La lumière commence peu à peu à éclairer l’ombre de cette histoire improbable. Joseph est peut-être sur le point de voir enfin aboutir son œuvre comme il l’avait toujours imaginé, devenir Président du Cameroun et ce n’est surement pas le peuple en plein euphorie depuis l’annonce de la fin de la guerre dans le Nord qui dira non à son ascension, il a toujours été considéré depuis ses premières apparitions au grand public comme un leader et un potentiel Chef d’état. On se demande bien jusqu’où peut s’étendre le pouvoir de cet homme qui malgré tout nous aura marqué et restera un personnage incontournable et presque admirable de part son charisme et son autorité.

Les troupes qui campaient dans le nord avait depuis ce jour là quitter la région pour retourner dans la capitale. 3 semaines plus tard, une cérémonie en leur honneur allait être faite au palais présidentiel, cérémonie qui conviait la majeur partie du gouvernement évidemment. Le président David tenait à leur dire merci pour leur courage et leur dévotion sans limite pour la Nation et pour tous, des médailles d’honneur étaient prévu.
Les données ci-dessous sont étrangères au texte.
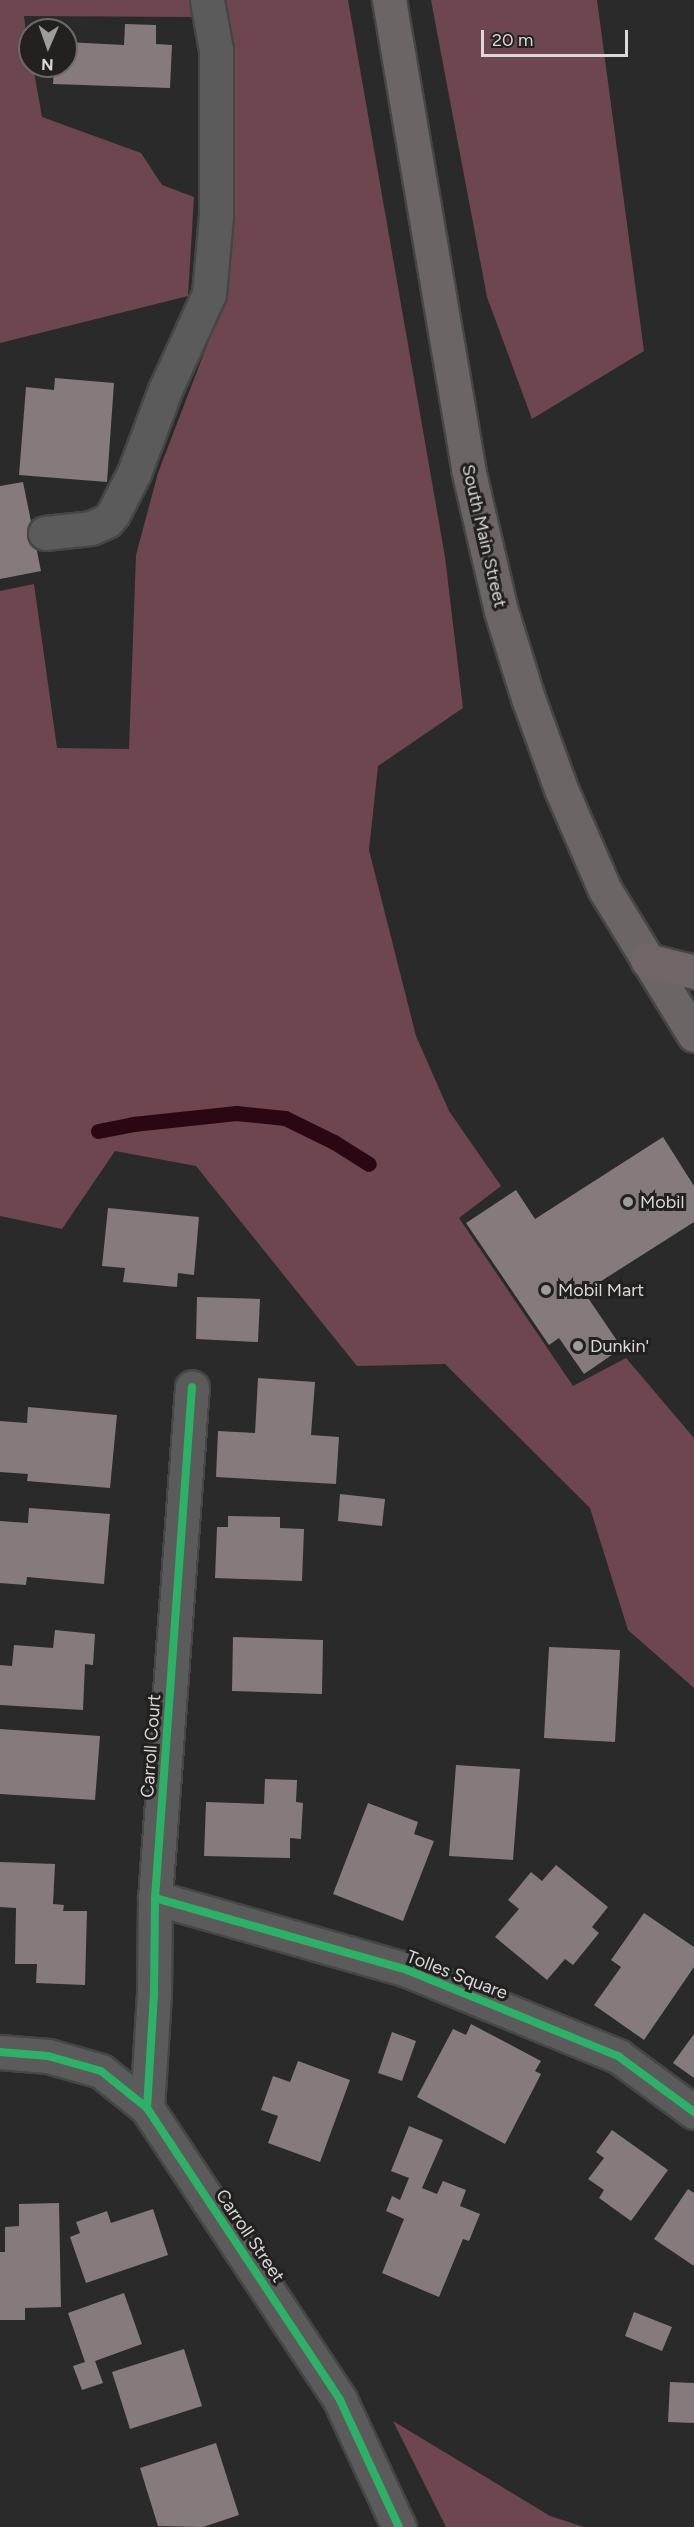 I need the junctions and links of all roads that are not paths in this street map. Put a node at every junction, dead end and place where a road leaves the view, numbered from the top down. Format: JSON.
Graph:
{"nodes":[{"id":1,"x":207,"y":0,"type":"edge"},
{"id":2,"x":389,"y":0,"type":"edge"},
{"id":3,"x":45,"y":533,"type":"dead end"},
{"id":4,"x":647,"y":960,"type":"junction"},
{"id":5,"x":694,"y":972,"type":"edge"},
{"id":6,"x":694,"y":1035,"type":"edge"},
{"id":7,"x":192,"y":1387,"type":"dead end"},
{"id":8,"x":155,"y":1898,"type":"junction"},
{"id":9,"x":0,"y":2052,"type":"edge"},
{"id":10,"x":147,"y":2108,"type":"junction"},
{"id":11,"x":694,"y":2112,"type":"edge"},
{"id":12,"x":399,"y":2527,"type":"edge"}],
"edges":[{"from":1,"to":3,"type":"street"},
{"from":2,"to":4,"type":"main road","name":"South Main Street"},
{"from":4,"to":5,"type":"highway"},
{"from":4,"to":6,"type":"main road","name":"South Main Street"},
{"from":7,"to":8,"type":"street","name":"Carroll Court"},
{"from":8,"to":10,"type":"street","name":"Carroll Court"},
{"from":8,"to":11,"type":"street","name":"Tolles Square"},
{"from":9,"to":10,"type":"street","name":"Carroll Street"},
{"from":10,"to":12,"type":"street","name":"Carroll Street"}]} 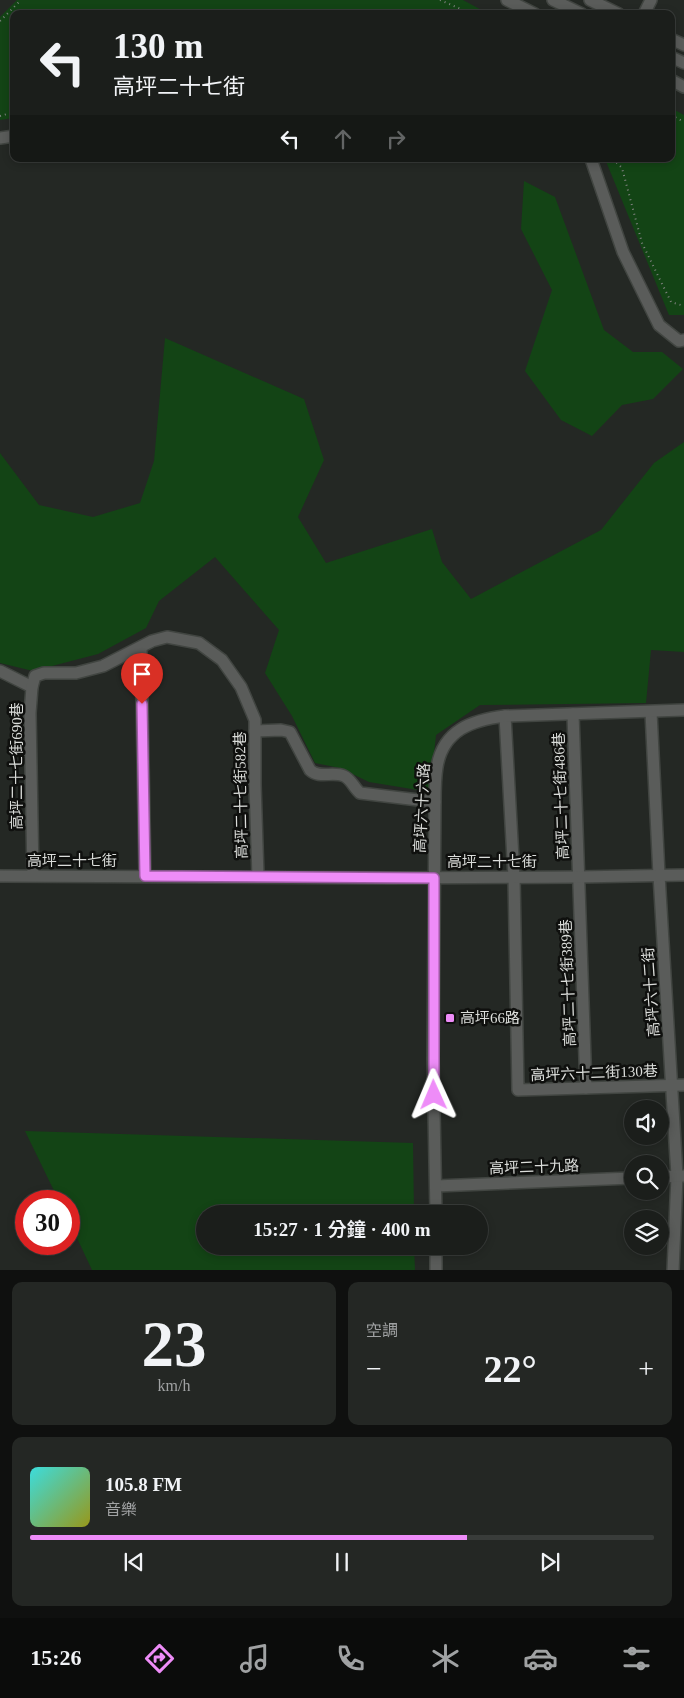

°2 heures avant l’évènement.

Le général Charles était debout devant le miroir de sa salle de bain essayant tant bien que mal depuis une dizaine de minutes d’attacher à son cou sa cravate. Il comptait se rendre au palais paré d’un costume fait sur mesure pour l’occasion. Cependant, repensant à la vie qu’il avait mené ses derniers temps et surtout à la mort de son fils, il se mit à couler des larmes, les mains tremblantes s’étranglant presque. Rien à cet instant là ne pouvait le réconforter, déjà sans épouse il perdait cette fois son enfant, son unique fils et se retrouvait tout seul dans cette vie de chien. Il coulait des larmes à n’en plus finir et puis pensa à faire quelque chose de stupide. Il comptait mettre fin à ses jours. Balayant d’une main tout ce qui se trouvait posé sur le lavabo, il se la déchira sur une lame, frappant ensuite de son poing la glace qui se recouvrit de sang. Voyant le liquide rouge dégouliner de partout, il pensa alors à terminer le travail en se tranchant les veines. Malheureusement, s’écroulant sur le sol de la douche il ne trouvait pas la force de le faire, c’était un acte lâche et faible et son fils avait de lui l’image d’un homme fort, le revoyant en face de lui il ne pu se résoudre à finir ainsi sa vie même si les larmes eux ne s’arrêtèrent pas.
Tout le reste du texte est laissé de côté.